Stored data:

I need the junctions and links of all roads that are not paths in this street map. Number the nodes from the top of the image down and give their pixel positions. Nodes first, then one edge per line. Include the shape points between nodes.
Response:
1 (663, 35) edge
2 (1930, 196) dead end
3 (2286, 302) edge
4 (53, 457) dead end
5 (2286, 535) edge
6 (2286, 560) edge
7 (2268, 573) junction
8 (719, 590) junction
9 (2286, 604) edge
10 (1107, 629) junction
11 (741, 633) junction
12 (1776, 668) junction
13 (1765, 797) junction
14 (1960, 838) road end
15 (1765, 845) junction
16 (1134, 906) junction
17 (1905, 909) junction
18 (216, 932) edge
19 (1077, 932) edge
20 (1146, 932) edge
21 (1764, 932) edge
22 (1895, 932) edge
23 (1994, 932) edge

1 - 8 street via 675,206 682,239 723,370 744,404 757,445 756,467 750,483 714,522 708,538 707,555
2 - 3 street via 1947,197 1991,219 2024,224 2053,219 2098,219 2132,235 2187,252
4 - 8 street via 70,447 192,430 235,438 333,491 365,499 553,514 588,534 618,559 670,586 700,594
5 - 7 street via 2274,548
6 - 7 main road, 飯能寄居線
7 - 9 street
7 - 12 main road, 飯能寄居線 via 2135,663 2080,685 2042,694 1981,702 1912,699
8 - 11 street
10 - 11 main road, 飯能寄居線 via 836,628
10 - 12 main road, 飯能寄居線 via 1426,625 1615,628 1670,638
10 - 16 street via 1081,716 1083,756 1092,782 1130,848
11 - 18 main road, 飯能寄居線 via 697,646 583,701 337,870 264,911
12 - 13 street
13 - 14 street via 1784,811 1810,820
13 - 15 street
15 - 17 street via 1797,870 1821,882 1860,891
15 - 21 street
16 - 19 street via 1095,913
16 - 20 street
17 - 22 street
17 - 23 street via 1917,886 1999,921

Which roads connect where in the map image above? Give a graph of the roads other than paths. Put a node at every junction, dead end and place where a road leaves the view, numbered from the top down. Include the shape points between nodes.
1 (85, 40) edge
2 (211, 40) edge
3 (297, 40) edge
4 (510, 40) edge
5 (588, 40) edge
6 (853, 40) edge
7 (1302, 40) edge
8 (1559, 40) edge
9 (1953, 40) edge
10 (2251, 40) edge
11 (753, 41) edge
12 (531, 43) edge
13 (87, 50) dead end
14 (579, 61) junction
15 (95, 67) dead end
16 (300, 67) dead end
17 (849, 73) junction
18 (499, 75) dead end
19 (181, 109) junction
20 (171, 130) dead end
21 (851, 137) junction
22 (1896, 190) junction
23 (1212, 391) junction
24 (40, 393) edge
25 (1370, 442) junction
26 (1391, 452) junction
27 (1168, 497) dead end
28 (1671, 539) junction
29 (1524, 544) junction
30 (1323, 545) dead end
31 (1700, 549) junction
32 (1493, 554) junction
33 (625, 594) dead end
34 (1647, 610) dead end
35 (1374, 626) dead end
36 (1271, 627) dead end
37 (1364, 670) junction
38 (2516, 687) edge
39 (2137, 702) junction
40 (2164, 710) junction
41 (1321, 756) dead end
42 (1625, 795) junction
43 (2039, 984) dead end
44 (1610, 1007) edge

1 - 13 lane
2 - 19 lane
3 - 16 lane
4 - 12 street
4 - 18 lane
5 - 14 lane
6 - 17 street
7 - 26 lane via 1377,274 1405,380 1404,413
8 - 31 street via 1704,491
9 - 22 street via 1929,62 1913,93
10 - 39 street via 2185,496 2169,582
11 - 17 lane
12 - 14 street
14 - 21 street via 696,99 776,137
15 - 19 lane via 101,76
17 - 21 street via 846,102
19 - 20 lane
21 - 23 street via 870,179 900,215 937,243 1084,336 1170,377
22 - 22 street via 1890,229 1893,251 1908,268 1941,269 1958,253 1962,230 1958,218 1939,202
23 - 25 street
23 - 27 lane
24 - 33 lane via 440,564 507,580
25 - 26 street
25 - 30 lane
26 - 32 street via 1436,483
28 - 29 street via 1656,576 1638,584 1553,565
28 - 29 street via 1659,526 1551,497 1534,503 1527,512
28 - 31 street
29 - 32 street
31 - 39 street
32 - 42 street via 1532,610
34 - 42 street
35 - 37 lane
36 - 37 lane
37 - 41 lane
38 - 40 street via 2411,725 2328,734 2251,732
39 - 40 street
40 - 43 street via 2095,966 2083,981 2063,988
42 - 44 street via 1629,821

*WHAT NEEDS TO BE DONE:*
Wherever the string "飯能寄居線" appears in the data above, report the whole line.

*EXERCISE RESPONSE:*
6 - 7 main road, 飯能寄居線
7 - 12 main road, 飯能寄居線 via 2135,663 2080,685 2042,694 1981,702 1912,699
10 - 11 main road, 飯能寄居線 via 836,628
10 - 12 main road, 飯能寄居線 via 1426,625 1615,628 1670,638
11 - 18 main road, 飯能寄居線 via 697,646 583,701 337,870 264,911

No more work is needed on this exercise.